As Simmon already brought up, we are a social species. Societies that work together - survive. Societies that don't work together - don't survive. Things like Altruism, Cognitive Empathy, and Theory of Mind are not unique to humans. We also see these in other social speices like dolphins, elephants, chimpanzees, and dogs.
So what is the metric universal metric? Well, things that promote human and animal well being - are good. Things that cause human suffering and harm - are bad. This is the basic metric used to determine the morality of actions (without having to appeal to outside sources like law, holy books, parents, etc.). Of course, all of this begs the question, what is human well being? Well, we can start with some very basic prinicples like; life is generally preferable to death. Pleasure is generally preferable to pain. Fairness is generally preferable to bias. Etc.
One could always argue that there is some outside source that informs ethics but the differnce is the things I just listed are universal and innate (assuming you have the neccissary mirror neurons and a developed pre-frontal cortex).
MadGiant, I appreciate your contribution. Your first criteria I would call integrity. Living true to your inner beliefs.
The Catholic Church was around during Georgian England, right? There must have been a lot of confessing going on. Wouldn't the act of confession be a rite of purification, sanctity?

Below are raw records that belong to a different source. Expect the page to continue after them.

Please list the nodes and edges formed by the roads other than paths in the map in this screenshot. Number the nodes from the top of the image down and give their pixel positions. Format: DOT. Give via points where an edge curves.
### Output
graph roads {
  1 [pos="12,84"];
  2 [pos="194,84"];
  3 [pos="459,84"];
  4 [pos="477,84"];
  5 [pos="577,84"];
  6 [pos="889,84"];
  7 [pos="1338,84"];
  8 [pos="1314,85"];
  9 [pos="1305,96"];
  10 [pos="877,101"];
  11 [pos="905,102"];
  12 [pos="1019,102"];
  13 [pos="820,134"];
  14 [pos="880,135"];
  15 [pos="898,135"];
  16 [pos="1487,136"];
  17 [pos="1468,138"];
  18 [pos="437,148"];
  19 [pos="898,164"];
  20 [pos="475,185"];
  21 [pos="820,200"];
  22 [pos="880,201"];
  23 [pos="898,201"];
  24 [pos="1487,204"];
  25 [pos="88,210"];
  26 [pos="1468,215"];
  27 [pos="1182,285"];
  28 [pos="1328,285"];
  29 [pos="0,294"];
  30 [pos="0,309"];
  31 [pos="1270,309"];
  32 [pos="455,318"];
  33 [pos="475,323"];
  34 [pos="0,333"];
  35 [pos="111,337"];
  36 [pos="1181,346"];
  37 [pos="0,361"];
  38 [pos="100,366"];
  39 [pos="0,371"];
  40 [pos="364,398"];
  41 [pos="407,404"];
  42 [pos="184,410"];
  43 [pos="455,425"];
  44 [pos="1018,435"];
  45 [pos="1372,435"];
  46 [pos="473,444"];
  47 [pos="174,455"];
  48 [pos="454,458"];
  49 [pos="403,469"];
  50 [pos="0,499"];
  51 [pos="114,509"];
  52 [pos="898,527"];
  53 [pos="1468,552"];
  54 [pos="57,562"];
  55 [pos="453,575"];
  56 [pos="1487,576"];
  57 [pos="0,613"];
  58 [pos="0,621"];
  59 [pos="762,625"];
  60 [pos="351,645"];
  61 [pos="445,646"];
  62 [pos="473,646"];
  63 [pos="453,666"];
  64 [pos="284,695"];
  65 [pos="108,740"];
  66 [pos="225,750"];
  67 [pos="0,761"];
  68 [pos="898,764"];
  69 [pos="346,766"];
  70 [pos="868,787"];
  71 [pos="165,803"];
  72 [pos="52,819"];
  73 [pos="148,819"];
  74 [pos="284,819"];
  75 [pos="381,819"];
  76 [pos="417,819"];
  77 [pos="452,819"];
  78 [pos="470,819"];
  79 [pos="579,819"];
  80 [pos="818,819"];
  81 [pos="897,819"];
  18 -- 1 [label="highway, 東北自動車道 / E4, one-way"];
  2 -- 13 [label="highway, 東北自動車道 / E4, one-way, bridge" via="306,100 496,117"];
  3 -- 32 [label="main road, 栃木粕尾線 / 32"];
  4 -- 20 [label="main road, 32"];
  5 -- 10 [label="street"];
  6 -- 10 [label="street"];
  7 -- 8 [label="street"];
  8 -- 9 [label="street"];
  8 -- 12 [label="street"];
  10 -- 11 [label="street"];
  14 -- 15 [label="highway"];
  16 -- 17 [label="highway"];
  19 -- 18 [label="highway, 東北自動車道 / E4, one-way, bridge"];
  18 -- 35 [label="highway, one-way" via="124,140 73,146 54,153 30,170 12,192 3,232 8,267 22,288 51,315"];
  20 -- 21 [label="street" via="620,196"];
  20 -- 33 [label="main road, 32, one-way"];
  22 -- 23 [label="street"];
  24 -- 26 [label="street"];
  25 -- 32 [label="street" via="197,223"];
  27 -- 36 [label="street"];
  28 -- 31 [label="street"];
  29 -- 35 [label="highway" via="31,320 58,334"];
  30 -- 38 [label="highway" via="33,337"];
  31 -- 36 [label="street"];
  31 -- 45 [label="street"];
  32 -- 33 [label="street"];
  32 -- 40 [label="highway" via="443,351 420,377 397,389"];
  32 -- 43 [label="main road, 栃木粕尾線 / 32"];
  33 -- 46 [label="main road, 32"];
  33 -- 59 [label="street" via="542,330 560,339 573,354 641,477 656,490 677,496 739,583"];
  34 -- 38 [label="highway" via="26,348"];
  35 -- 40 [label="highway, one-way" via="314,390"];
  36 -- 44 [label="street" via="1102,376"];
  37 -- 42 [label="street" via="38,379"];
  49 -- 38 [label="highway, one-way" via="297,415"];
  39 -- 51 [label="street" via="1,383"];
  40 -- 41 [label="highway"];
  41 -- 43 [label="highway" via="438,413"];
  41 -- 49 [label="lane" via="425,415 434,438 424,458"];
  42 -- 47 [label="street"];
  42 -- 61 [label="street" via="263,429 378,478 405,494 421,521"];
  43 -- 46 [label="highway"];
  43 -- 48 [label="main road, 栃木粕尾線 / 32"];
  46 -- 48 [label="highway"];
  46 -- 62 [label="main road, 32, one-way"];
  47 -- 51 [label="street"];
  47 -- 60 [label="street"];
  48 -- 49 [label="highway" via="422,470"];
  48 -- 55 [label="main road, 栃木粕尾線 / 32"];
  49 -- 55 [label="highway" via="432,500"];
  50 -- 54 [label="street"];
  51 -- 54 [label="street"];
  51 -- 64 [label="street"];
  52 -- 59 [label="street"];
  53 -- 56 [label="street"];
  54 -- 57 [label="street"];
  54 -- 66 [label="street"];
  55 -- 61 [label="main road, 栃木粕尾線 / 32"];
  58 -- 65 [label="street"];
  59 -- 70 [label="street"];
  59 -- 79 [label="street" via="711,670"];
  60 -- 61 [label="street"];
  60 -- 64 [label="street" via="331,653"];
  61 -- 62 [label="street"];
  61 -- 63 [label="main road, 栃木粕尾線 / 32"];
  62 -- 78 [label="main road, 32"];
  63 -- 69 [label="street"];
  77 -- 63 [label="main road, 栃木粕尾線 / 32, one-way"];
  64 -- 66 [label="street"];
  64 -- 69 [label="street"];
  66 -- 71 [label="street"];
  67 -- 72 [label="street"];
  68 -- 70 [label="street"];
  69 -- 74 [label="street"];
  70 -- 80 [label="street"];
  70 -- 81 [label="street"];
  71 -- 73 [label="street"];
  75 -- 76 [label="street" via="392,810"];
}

Coded logic, further research points to a more complex brain activity than activation of mirror neurons. http://www.wired.com/2013/12/a-calm-look-at-the-most-hyped-concept-in-neuroscience-mirror-neurons/
Right and wrong is UNIVERSAL.
Enhancing one's joy is right, and robing one's joy is wrong--this is true not only among humans, even among animals. If any other animal tries to rob the joy of one, it will be met with stiff resistance!
One scripture defines true and eternal religion as "TAKING DELIGHT IN THE WELFARE OF ALL BEINGS." And this is something which everyone would agree.
Thanks Jgnat for the link it was a great read. I hadn't realized there was so much hype going on around mirror neurons. Peer reviewed scientific articles are a good way to sort out opion from facts.
There's a great one on the link between mirror neurons and Theory of Mind by Zarinah K. Agnew called The human mirror system: A motor resonance theory
Is it moral that female circumcision is an acceptable practice in some countries, whereas we can definitely say that this procedure (cultural norm in those countries) is absolutely detrimental to the individual. In what world could you possibly conceive female mutilation as being morally good? So, no, some cultures add nothing to the well-being of individuals that happen to be born in that country/culture/population. Yet, to undergo this ritual is seen as being morally upright. Something that ought to be done.